### Your assignment
What is the number of lines in the entries that contain "行徳秋里線"? Reply with that number only.

Data excerpts
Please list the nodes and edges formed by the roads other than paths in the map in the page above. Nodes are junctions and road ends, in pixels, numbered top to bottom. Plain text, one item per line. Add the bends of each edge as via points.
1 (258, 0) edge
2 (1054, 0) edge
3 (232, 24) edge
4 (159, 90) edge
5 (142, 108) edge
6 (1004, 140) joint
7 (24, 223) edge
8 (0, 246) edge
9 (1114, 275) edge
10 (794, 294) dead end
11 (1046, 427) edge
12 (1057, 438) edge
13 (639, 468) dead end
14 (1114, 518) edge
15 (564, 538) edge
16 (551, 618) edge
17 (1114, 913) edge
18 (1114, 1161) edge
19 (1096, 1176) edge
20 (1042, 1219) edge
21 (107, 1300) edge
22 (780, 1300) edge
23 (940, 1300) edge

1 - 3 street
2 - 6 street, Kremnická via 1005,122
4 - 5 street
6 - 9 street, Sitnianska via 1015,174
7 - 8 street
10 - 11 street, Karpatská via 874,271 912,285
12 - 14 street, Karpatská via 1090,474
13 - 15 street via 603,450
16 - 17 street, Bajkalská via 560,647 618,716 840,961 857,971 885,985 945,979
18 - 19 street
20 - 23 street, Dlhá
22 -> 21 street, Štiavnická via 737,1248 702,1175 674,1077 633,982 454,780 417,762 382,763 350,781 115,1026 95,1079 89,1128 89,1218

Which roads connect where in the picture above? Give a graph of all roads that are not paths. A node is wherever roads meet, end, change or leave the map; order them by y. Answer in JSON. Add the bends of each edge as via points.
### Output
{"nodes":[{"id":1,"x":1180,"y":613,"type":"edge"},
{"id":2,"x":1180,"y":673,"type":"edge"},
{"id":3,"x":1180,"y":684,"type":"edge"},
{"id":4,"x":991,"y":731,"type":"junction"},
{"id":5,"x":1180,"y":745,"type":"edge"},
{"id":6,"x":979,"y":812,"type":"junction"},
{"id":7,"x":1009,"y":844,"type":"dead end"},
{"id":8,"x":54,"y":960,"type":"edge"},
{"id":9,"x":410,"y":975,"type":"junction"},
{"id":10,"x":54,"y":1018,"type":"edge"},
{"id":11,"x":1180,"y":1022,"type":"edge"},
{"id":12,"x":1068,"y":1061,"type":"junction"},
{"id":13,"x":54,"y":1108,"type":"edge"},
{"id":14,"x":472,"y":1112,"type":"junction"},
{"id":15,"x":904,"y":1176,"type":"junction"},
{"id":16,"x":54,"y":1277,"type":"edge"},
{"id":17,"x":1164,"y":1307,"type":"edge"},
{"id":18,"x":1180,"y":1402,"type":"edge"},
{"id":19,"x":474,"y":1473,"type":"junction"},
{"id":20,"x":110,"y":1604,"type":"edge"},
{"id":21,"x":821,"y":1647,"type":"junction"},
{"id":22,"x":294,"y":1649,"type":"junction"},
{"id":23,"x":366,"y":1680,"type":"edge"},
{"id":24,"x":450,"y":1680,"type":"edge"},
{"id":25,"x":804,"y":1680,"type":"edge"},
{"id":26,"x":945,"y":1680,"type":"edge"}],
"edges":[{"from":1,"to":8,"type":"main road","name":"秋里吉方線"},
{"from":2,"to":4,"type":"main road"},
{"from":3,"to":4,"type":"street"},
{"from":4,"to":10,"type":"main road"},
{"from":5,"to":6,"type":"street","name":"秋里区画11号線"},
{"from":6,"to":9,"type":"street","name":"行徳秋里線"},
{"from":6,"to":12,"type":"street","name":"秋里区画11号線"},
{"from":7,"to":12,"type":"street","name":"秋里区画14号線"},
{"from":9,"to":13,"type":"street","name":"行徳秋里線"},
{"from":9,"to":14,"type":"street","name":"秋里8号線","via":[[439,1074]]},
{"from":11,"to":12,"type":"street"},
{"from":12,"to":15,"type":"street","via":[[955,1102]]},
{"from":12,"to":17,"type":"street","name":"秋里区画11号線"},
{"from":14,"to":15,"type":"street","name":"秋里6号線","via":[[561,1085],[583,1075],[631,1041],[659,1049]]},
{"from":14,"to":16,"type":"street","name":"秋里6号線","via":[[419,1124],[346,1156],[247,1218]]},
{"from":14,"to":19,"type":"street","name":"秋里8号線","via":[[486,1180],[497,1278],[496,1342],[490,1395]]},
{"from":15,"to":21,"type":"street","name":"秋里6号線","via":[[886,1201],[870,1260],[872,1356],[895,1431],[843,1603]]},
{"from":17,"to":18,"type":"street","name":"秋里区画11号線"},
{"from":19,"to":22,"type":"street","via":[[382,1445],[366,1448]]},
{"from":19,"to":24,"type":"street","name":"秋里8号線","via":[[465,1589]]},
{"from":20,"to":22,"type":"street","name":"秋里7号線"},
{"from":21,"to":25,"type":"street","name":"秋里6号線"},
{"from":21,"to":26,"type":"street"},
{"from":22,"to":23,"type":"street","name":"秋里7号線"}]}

### Exercise output
2